What if your dataset is not sufficiently comprehensive? That could lead to a model that performs well for your data, but fails on unseen data or specific subpopulations - meaning you could have a model that is biased, perpetuates discrimination, or otherwise behaves unfairly.
How do you communicate model behavior with other members of your team? If you have an exceedingly complex model (as we often do when utilizing machine learning), communication about your efforts in AI development could be quite stifled. For example, your subject matter expert might never realize that the model you developed behaves entirely differently than they believe it should.
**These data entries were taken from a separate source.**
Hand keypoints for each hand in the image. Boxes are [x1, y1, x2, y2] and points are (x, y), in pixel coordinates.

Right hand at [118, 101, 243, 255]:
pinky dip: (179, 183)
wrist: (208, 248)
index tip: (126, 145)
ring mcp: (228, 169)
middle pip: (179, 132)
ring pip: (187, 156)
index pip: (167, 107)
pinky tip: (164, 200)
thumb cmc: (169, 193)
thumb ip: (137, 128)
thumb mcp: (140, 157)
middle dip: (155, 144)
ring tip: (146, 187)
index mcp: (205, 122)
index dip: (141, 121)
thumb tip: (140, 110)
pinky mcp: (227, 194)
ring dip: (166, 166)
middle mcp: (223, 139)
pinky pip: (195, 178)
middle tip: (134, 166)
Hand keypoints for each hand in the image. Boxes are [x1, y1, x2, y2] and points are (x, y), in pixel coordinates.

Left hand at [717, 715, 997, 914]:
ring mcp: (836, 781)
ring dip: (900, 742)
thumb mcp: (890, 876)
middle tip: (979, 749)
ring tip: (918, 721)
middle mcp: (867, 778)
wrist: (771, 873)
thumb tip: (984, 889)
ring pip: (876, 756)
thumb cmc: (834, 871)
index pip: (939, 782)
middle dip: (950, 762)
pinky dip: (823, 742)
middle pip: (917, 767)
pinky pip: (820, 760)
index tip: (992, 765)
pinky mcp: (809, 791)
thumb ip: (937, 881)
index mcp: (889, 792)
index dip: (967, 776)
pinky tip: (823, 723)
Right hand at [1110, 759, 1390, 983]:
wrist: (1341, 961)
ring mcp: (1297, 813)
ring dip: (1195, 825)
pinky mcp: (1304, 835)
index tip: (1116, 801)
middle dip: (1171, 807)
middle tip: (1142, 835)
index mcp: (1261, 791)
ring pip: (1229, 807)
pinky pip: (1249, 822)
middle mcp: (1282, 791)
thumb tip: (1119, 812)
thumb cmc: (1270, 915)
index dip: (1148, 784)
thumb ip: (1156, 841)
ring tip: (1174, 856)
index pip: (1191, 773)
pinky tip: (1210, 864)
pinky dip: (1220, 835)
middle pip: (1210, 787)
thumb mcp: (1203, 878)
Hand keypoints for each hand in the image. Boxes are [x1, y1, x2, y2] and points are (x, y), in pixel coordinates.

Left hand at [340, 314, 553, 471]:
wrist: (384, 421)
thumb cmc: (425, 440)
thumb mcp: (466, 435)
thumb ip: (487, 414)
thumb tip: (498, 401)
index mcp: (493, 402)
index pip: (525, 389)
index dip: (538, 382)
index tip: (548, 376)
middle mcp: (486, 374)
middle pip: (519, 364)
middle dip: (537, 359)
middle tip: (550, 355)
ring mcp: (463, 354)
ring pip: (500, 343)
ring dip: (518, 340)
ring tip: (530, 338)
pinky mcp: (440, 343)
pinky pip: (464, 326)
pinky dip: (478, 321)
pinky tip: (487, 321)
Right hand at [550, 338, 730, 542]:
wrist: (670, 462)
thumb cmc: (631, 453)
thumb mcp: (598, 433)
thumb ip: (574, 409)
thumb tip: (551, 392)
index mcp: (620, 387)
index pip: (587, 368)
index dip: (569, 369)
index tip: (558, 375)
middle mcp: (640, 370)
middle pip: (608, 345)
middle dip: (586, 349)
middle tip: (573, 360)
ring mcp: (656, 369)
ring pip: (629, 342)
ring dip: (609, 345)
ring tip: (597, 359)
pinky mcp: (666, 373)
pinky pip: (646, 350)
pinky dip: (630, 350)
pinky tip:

What do you do when your model has a problem or has unexpected behavior? Auditing a model, tracing how it makes its decisions, and debugging issues can be nearly impossible without tools to inspect model behavior.
These are just a few questions that come to mind when people ask me about my fascination with XAI.
Transparency paves the way for accountability and thus can potentially have downstream impacts on the fairness & equity of an AI system. That means that the ability to communicate the behavior of your models and how it reaches decisions can be a foundational necessity for responsible AI development and your ability to build trustworthy AI systems. I hope to enable you with the tools for such communication, whether you are working with a teammate to debug your model or explaining a prediction to an end user. This is why the heart of this website is a guide designed to help you select appropriate XAI techniques; so that you can cater your explanations to meet varied needs.